:: ASSIGNED TASK ::
Would you retype the listing below word for word, without any of its pictures?

===============

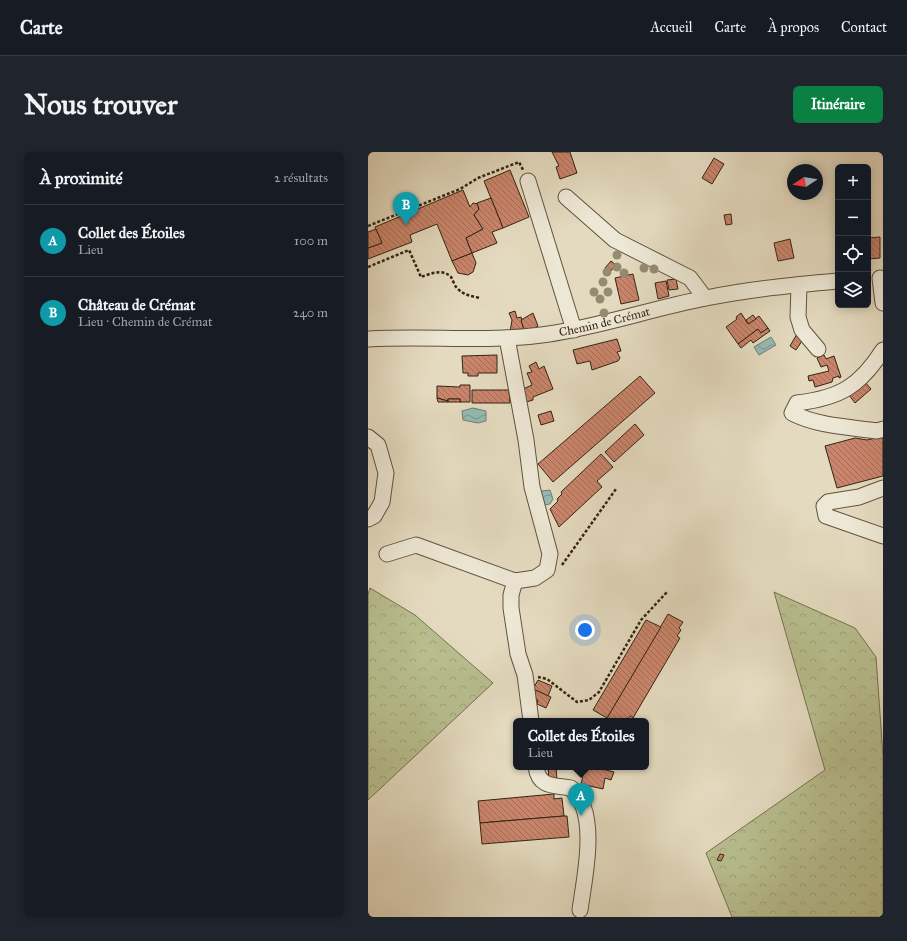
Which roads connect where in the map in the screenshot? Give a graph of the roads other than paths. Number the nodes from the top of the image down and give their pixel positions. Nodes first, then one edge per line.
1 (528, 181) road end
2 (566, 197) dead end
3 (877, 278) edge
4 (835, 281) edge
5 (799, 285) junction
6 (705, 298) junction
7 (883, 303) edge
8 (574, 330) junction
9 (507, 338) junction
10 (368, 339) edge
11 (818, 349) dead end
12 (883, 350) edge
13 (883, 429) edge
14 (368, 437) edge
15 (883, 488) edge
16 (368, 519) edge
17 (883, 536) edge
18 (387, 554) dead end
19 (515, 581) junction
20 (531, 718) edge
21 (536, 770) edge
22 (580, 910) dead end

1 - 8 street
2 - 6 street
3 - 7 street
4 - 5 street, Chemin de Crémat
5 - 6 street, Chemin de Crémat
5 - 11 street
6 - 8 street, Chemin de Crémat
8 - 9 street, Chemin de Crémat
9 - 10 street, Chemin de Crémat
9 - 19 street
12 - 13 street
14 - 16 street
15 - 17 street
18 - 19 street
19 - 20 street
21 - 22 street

===============

:: TASK ANSWER ::
Which roads connect where in the map in the screenshot? Give a graph of the roads other than paths. Number the nodes from the top of the image down and give their pixel positions. Nodes first, then one edge per line.
1 (528, 181) road end
2 (566, 197) dead end
3 (877, 278) edge
4 (835, 281) edge
5 (799, 285) junction
6 (705, 298) junction
7 (883, 303) edge
8 (574, 330) junction
9 (507, 338) junction
10 (368, 339) edge
11 (818, 349) dead end
12 (883, 350) edge
13 (883, 429) edge
14 (368, 437) edge
15 (883, 488) edge
16 (368, 519) edge
17 (883, 536) edge
18 (387, 554) dead end
19 (515, 581) junction
20 (531, 718) edge
21 (536, 770) edge
22 (580, 910) dead end

1 - 8 street
2 - 6 street
3 - 7 street
4 - 5 street, Chemin de Crémat
5 - 6 street, Chemin de Crémat
5 - 11 street
6 - 8 street, Chemin de Crémat
8 - 9 street, Chemin de Crémat
9 - 10 street, Chemin de Crémat
9 - 19 street
12 - 13 street
14 - 16 street
15 - 17 street
18 - 19 street
19 - 20 street
21 - 22 street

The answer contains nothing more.